# Fake exhaust trim



## nkresho (Aug 8, 2010)

So, I just saw this in person. Didn't grab a pic. I will next time I check one out.

The exhaust are dual, but they are down-turned pipes. They exit before the bumper. No reason to have anything visible in the back. The cutouts are purely cosmetic.

It's soundaktor-type stuff IMHO. Just like the newer q5.

Here's mine:


----------



## rickhamilton620 (May 27, 2015)

Honestly, to 95% of the target market for Atlas, this doesn't matter at all.


----------



## DJMcGoven (Mar 2, 2007)

This was mentioned in another thread, but the reason automakers do this is because over time the exhaust turns the tail pipes dark. So adding non-functional tail pipes gives it the look the designers want but also keeps them from looking filthy years down the road. 

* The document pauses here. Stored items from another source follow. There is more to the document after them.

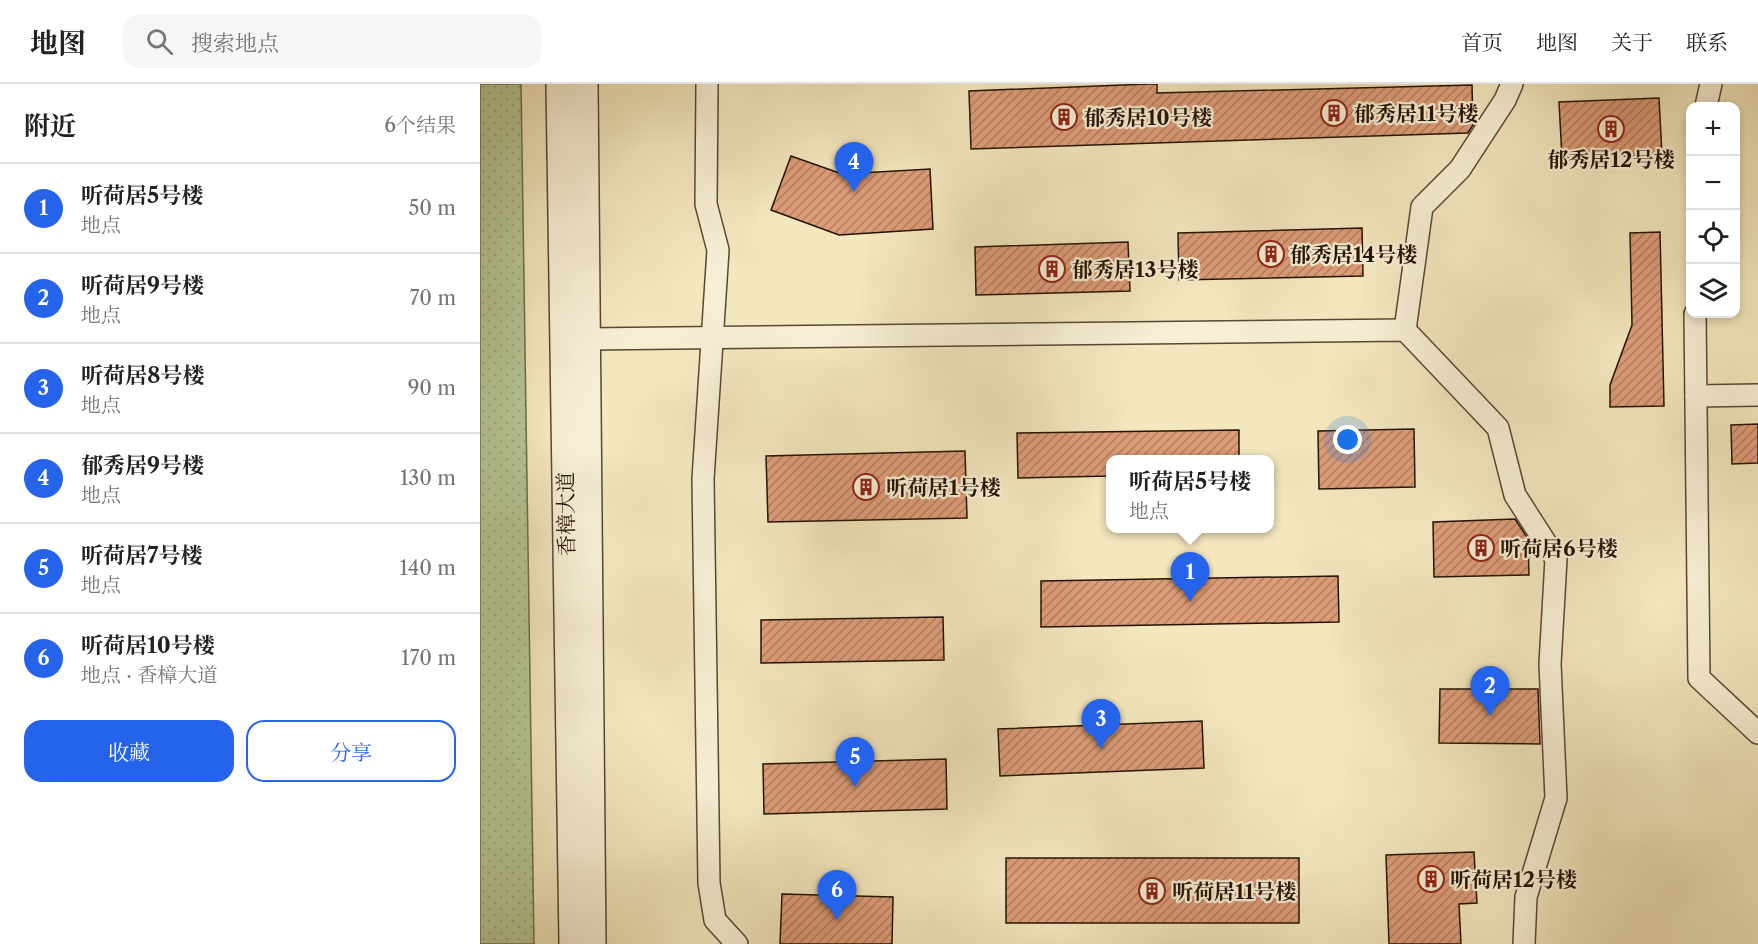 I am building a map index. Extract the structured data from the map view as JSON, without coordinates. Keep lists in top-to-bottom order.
{
  "streets": {
    "street": ["香樟大道"]
  },
  "places": {
    "building": [
      "郁秀居11号楼",
      "郁秀居10号楼",
      "郁秀居12号楼",
      "郁秀居14号楼",
      "郁秀居13号楼",
      "听荷居1号楼",
      "听荷居6号楼",
      "听荷居12号楼",
      "听荷居11号楼"
    ]
  },
  "page": {
    "header": "地图",
    "search": "搜索地点",
    "nav": [
      "首页",
      "地图",
      "关于",
      "联系"
    ],
    "heading": ["附近", "6个结果"],
    "map_buttons": ["+", "−"],
    "pins": [
      "4",
      "1",
      "2",
      "3",
      "5",
      "6"
    ],
    "list": [
      {
        "mark": "1",
        "name": "听荷居5号楼",
        "note": "地点",
        "value": "50 m"
      },
      {
        "mark": "2",
        "name": "听荷居9号楼",
        "note": "地点",
        "value": "70 m"
      },
      {
        "mark": "3",
        "name": "听荷居8号楼",
        "note": "地点",
        "value": "90 m"
      },
      {
        "mark": "4",
        "name": "郁秀居9号楼",
        "note": "地点",
        "value": "130 m"
      },
      {
        "mark": "5",
        "name": "听荷居7号楼",
        "note": "地点",
        "value": "140 m"
      },
      {
        "mark": "6",
        "name": "听荷居10号楼",
        "note": "地点 · 香樟大道",
        "value": "170 m"
      }
    ],
    "popup": ["听荷居5号楼", "地点"],
    "buttons": ["收藏", "分享"]
  }
} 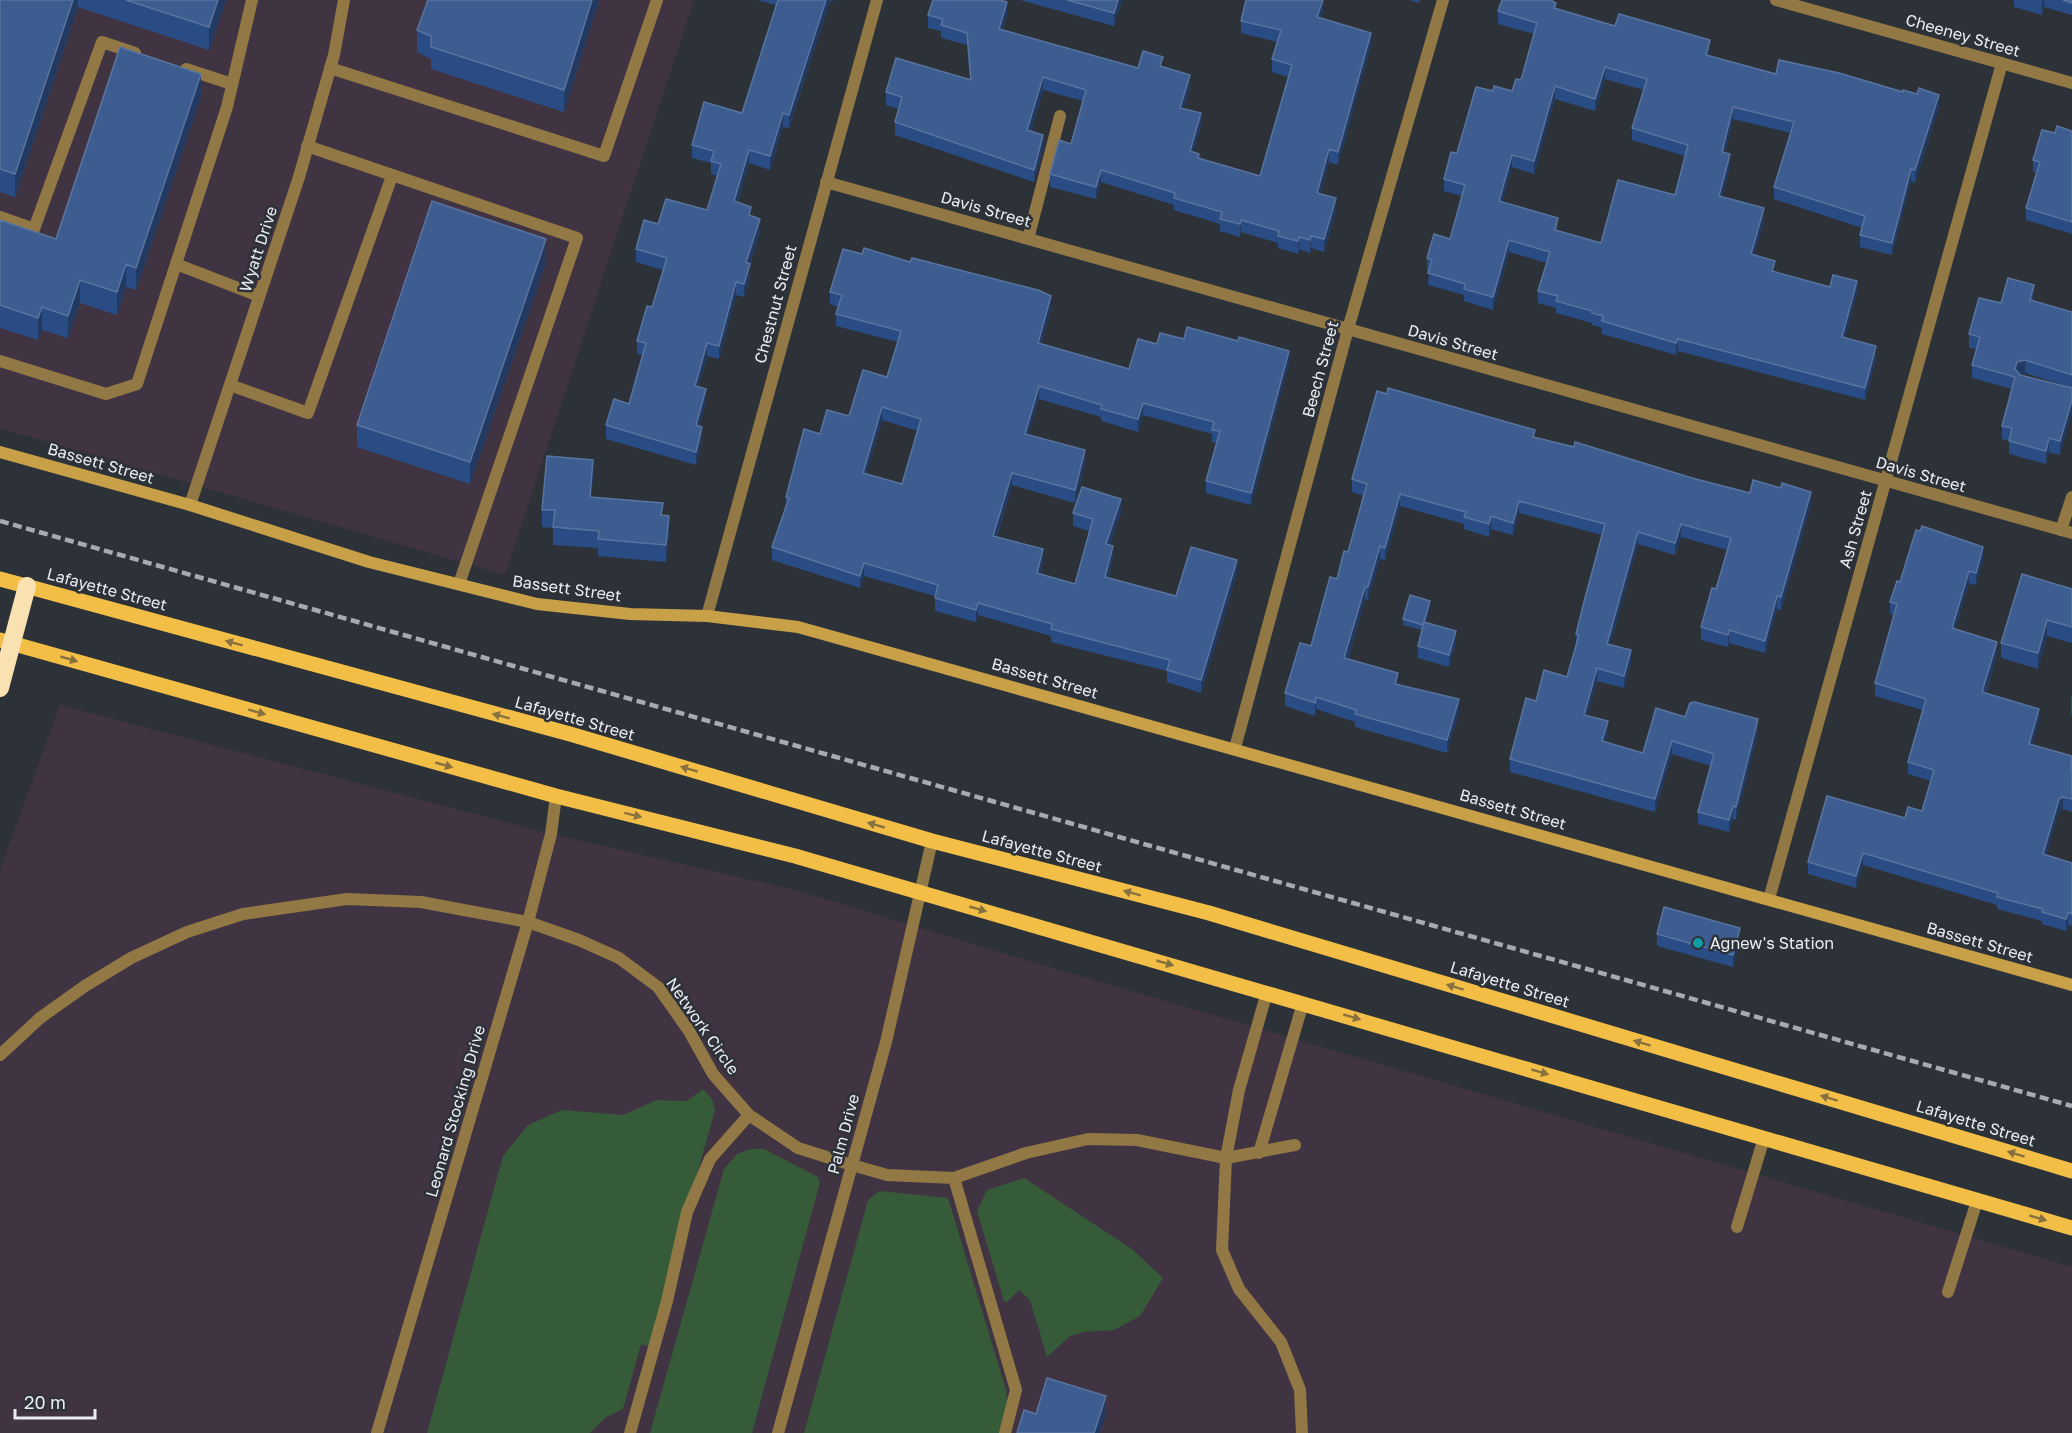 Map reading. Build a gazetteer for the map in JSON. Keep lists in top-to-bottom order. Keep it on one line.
{"streets":{"main road":["Lafayette Street"],"street":["Cheeney Street","Davis Street","Wyatt Drive","Chestnut Street","Beech Street","Bassett Street","Ash Street","Network Circle","Leonard Stocking Drive","Palm Drive"]},"crossings":[["Cheeney Street","Ash Street"],["Davis Street","Chestnut Street"],["Davis Street","Beech Street"],["Davis Street","Ash Street"],["Wyatt Drive","Bassett Street"],["Chestnut Street","Bassett Street"],["Beech Street","Bassett Street"],["Bassett Street","Ash Street"],["Lafayette Street","Palm Drive"],["Network Circle","Leonard Stocking Drive"],["Network Circle","Palm Drive"]],"places":["Agnew's Station"],"scale_bar":"20 m"} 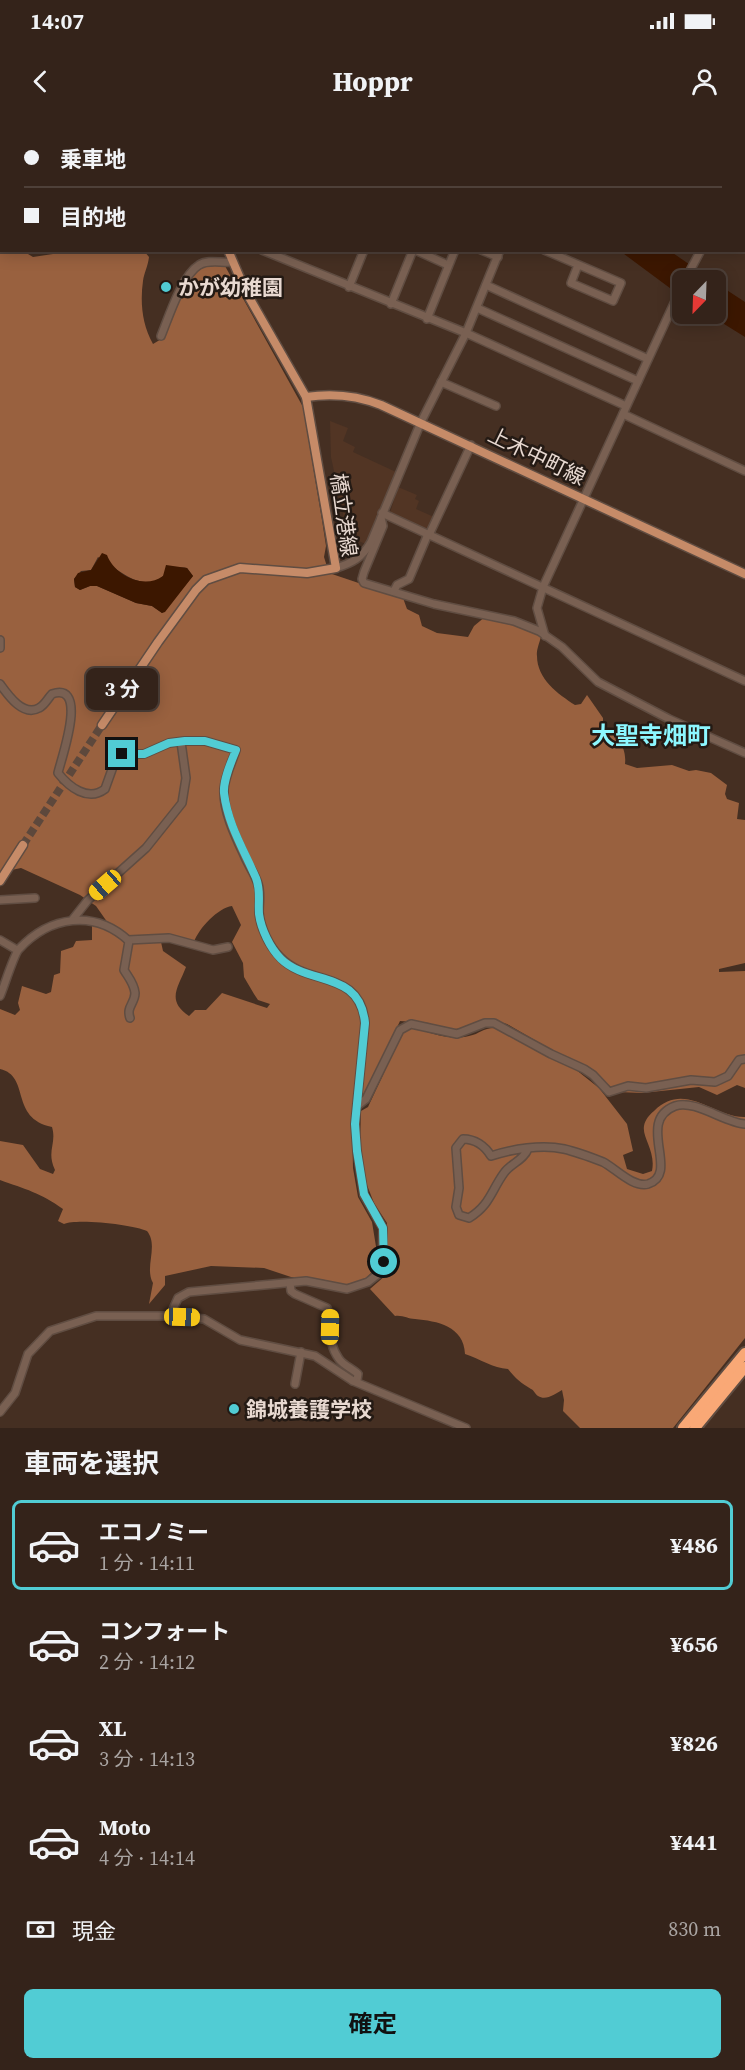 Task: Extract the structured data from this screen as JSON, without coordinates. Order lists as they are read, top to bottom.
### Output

And like the guy above stated, majority of buyers don't care if they're real or fake.


----------



## nkresho (Aug 8, 2010)

I get that it's the new industry standard. My post was meant more as a PSA than anything else. I guess I was bitching a little too. I'm pretty close to getting one myself.

I'd rather see a tesla-like ass than fake cutouts. Looks way cleaner to me.

I guess I am one of few that actually watch the flaps open and close on the inner pipe when bmws go WOT in traffic. if I get the atlas, people can watch my nothing do nothing, and watch exhaust fumes bellow from underneath my bumper on a cold winter morning.


----------



## snobrdrdan (Sep 10, 2008)

Atlas pic:


----------



## Don® (Oct 11, 2011)

nkresho said:


> I get that it's the new industry standard. My post was meant more as a PSA than anything else. I guess I was bitching a little too. I'm pretty close to getting one myself.
> 
> I'd rather see a tesla-like ass than fake cutouts. Looks way cleaner to me.
> 
> I guess I am one of few that actually watch the flaps open and close on the inner pipe when bmws go WOT in traffic. if I get the atlas, people can watch my nothing do nothing, and watch exhaust fumes bellow from underneath my bumper on a cold winter morning.


:laugh:


----------



## brbutler (Sep 15, 2011)

I'm not a fan of fake anything. Even if functional, I don't really care for the over stylized exhaust outputs on many vehicles today - just prefer stealth pipes behind the bumper, like the old days 

That said, I find it amusing that gas powered vehicles' tailpipes get all black and sooty, while my old TDI JSW and current BMW X5 diesel tailpipes remain squeaky clean - inside and out.


----------



## jkopelc (Mar 1, 2017)

A number of automakers do this - so VW isnt the only one.

My 2012 X5 35i - dual exhaust and actually only one side is connected - go figure :laugh: 

SO in winter I get the exhaust only from one side of the vehicle - talk about letting anyone behind you know that the gig is up


----------



## chipster (May 30, 2017)

*Exhaust upgrade*

.... must .... resist .. temptation ... 

... Techtonics Tuning Dual CatBack Exhaust? to advertise the nice VR6 growl ... and get rid of the rear suitcase muffler and oval pre-muffler ...


----------



## brbutler (Sep 15, 2011)

jkopelc said:


> A number of automakers do this - so VW isnt the only one.
> 
> My 2012 X5 35i - dual exhaust and actually only one side is connected - go figure :laugh:
> 
> SO in winter I get the exhaust only from one side of the vehicle - talk about letting anyone behind you know that the gig is up


Actually, on the X5 35i there is a shutter valve that opens the second pipe in certain conditions, such as wide open throttle. My X5 diesel both pipes are open all the time.


----------